___ Dataset
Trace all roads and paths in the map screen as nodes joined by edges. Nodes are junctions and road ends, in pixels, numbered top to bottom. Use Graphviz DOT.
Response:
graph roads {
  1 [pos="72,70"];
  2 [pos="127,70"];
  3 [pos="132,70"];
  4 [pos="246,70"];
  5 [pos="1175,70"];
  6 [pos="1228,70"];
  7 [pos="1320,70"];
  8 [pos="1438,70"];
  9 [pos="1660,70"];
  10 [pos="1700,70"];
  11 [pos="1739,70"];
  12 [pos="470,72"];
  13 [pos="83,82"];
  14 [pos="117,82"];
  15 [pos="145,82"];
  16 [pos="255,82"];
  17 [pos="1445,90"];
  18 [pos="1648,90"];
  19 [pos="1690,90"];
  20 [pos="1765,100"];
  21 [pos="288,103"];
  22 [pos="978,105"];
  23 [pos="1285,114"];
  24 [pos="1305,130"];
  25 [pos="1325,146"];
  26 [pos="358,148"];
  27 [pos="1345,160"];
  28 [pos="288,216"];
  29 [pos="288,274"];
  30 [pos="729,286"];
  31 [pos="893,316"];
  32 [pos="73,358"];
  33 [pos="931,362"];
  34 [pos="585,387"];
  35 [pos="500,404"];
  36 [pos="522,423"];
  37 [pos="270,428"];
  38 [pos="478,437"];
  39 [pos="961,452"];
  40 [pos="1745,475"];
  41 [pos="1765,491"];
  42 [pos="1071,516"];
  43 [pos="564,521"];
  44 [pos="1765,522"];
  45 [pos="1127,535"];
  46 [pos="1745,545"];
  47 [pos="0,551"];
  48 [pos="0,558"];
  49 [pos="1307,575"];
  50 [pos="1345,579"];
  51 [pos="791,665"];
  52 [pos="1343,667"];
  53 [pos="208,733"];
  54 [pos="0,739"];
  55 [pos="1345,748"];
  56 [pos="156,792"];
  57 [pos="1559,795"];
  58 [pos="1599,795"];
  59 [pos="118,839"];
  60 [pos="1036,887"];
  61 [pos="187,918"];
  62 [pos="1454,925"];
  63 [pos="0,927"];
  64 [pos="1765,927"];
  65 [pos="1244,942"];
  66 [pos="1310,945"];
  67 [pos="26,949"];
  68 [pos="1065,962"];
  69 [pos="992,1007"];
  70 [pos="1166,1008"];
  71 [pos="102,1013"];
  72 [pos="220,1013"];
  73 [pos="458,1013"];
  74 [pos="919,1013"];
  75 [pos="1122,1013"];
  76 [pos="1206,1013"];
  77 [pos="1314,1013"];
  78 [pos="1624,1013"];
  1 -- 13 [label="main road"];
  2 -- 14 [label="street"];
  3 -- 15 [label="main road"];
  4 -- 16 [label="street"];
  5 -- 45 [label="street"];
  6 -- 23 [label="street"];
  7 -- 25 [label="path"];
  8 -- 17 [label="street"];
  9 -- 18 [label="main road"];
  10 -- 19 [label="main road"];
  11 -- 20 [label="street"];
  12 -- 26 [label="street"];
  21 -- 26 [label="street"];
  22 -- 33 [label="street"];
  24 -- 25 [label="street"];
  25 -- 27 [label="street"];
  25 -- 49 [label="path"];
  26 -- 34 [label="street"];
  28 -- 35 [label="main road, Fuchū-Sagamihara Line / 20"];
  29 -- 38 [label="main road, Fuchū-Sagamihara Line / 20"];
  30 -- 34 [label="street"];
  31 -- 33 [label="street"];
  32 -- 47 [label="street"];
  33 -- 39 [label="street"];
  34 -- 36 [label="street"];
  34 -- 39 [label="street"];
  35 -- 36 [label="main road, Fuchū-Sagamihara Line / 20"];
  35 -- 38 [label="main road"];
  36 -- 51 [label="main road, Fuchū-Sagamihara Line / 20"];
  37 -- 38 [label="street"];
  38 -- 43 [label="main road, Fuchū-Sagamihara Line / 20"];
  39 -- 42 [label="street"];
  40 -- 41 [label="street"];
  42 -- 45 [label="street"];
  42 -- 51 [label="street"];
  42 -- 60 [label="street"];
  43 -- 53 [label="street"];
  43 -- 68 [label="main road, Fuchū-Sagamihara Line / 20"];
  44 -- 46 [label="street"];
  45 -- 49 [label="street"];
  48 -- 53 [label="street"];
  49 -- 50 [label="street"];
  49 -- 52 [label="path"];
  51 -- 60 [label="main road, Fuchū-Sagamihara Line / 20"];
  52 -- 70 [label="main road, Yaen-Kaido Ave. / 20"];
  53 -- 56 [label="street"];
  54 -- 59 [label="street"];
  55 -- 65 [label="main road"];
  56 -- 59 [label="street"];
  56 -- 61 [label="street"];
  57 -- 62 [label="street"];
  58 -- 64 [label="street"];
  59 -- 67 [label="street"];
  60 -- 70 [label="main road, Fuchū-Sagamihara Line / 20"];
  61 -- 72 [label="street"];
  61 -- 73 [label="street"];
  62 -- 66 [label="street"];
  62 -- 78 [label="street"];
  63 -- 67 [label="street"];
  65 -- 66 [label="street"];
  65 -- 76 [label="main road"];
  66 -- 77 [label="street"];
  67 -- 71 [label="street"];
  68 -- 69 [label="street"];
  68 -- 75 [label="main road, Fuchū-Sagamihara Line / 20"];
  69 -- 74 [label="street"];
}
______
The complete set of entries is to be restated word for word.

- _Response area_:
Trace all roads and paths in the map screen as nodes joined by edges. Nodes are junctions and road ends, in pixels, numbered top to bottom. Use Graphviz DOT.
Response:
graph roads {
  1 [pos="72,70"];
  2 [pos="127,70"];
  3 [pos="132,70"];
  4 [pos="246,70"];
  5 [pos="1175,70"];
  6 [pos="1228,70"];
  7 [pos="1320,70"];
  8 [pos="1438,70"];
  9 [pos="1660,70"];
  10 [pos="1700,70"];
  11 [pos="1739,70"];
  12 [pos="470,72"];
  13 [pos="83,82"];
  14 [pos="117,82"];
  15 [pos="145,82"];
  16 [pos="255,82"];
  17 [pos="1445,90"];
  18 [pos="1648,90"];
  19 [pos="1690,90"];
  20 [pos="1765,100"];
  21 [pos="288,103"];
  22 [pos="978,105"];
  23 [pos="1285,114"];
  24 [pos="1305,130"];
  25 [pos="1325,146"];
  26 [pos="358,148"];
  27 [pos="1345,160"];
  28 [pos="288,216"];
  29 [pos="288,274"];
  30 [pos="729,286"];
  31 [pos="893,316"];
  32 [pos="73,358"];
  33 [pos="931,362"];
  34 [pos="585,387"];
  35 [pos="500,404"];
  36 [pos="522,423"];
  37 [pos="270,428"];
  38 [pos="478,437"];
  39 [pos="961,452"];
  40 [pos="1745,475"];
  41 [pos="1765,491"];
  42 [pos="1071,516"];
  43 [pos="564,521"];
  44 [pos="1765,522"];
  45 [pos="1127,535"];
  46 [pos="1745,545"];
  47 [pos="0,551"];
  48 [pos="0,558"];
  49 [pos="1307,575"];
  50 [pos="1345,579"];
  51 [pos="791,665"];
  52 [pos="1343,667"];
  53 [pos="208,733"];
  54 [pos="0,739"];
  55 [pos="1345,748"];
  56 [pos="156,792"];
  57 [pos="1559,795"];
  58 [pos="1599,795"];
  59 [pos="118,839"];
  60 [pos="1036,887"];
  61 [pos="187,918"];
  62 [pos="1454,925"];
  63 [pos="0,927"];
  64 [pos="1765,927"];
  65 [pos="1244,942"];
  66 [pos="1310,945"];
  67 [pos="26,949"];
  68 [pos="1065,962"];
  69 [pos="992,1007"];
  70 [pos="1166,1008"];
  71 [pos="102,1013"];
  72 [pos="220,1013"];
  73 [pos="458,1013"];
  74 [pos="919,1013"];
  75 [pos="1122,1013"];
  76 [pos="1206,1013"];
  77 [pos="1314,1013"];
  78 [pos="1624,1013"];
  1 -- 13 [label="main road"];
  2 -- 14 [label="street"];
  3 -- 15 [label="main road"];
  4 -- 16 [label="street"];
  5 -- 45 [label="street"];
  6 -- 23 [label="street"];
  7 -- 25 [label="path"];
  8 -- 17 [label="street"];
  9 -- 18 [label="main road"];
  10 -- 19 [label="main road"];
  11 -- 20 [label="street"];
  12 -- 26 [label="street"];
  21 -- 26 [label="street"];
  22 -- 33 [label="street"];
  24 -- 25 [label="street"];
  25 -- 27 [label="street"];
  25 -- 49 [label="path"];
  26 -- 34 [label="street"];
  28 -- 35 [label="main road, Fuchū-Sagamihara Line / 20"];
  29 -- 38 [label="main road, Fuchū-Sagamihara Line / 20"];
  30 -- 34 [label="street"];
  31 -- 33 [label="street"];
  32 -- 47 [label="street"];
  33 -- 39 [label="street"];
  34 -- 36 [label="street"];
  34 -- 39 [label="street"];
  35 -- 36 [label="main road, Fuchū-Sagamihara Line / 20"];
  35 -- 38 [label="main road"];
  36 -- 51 [label="main road, Fuchū-Sagamihara Line / 20"];
  37 -- 38 [label="street"];
  38 -- 43 [label="main road, Fuchū-Sagamihara Line / 20"];
  39 -- 42 [label="street"];
  40 -- 41 [label="street"];
  42 -- 45 [label="street"];
  42 -- 51 [label="street"];
  42 -- 60 [label="street"];
  43 -- 53 [label="street"];
  43 -- 68 [label="main road, Fuchū-Sagamihara Line / 20"];
  44 -- 46 [label="street"];
  45 -- 49 [label="street"];
  48 -- 53 [label="street"];
  49 -- 50 [label="street"];
  49 -- 52 [label="path"];
  51 -- 60 [label="main road, Fuchū-Sagamihara Line / 20"];
  52 -- 70 [label="main road, Yaen-Kaido Ave. / 20"];
  53 -- 56 [label="street"];
  54 -- 59 [label="street"];
  55 -- 65 [label="main road"];
  56 -- 59 [label="street"];
  56 -- 61 [label="street"];
  57 -- 62 [label="street"];
  58 -- 64 [label="street"];
  59 -- 67 [label="street"];
  60 -- 70 [label="main road, Fuchū-Sagamihara Line / 20"];
  61 -- 72 [label="street"];
  61 -- 73 [label="street"];
  62 -- 66 [label="street"];
  62 -- 78 [label="street"];
  63 -- 67 [label="street"];
  65 -- 66 [label="street"];
  65 -- 76 [label="main road"];
  66 -- 77 [label="street"];
  67 -- 71 [label="street"];
  68 -- 69 [label="street"];
  68 -- 75 [label="main road, Fuchū-Sagamihara Line / 20"];
  69 -- 74 [label="street"];
}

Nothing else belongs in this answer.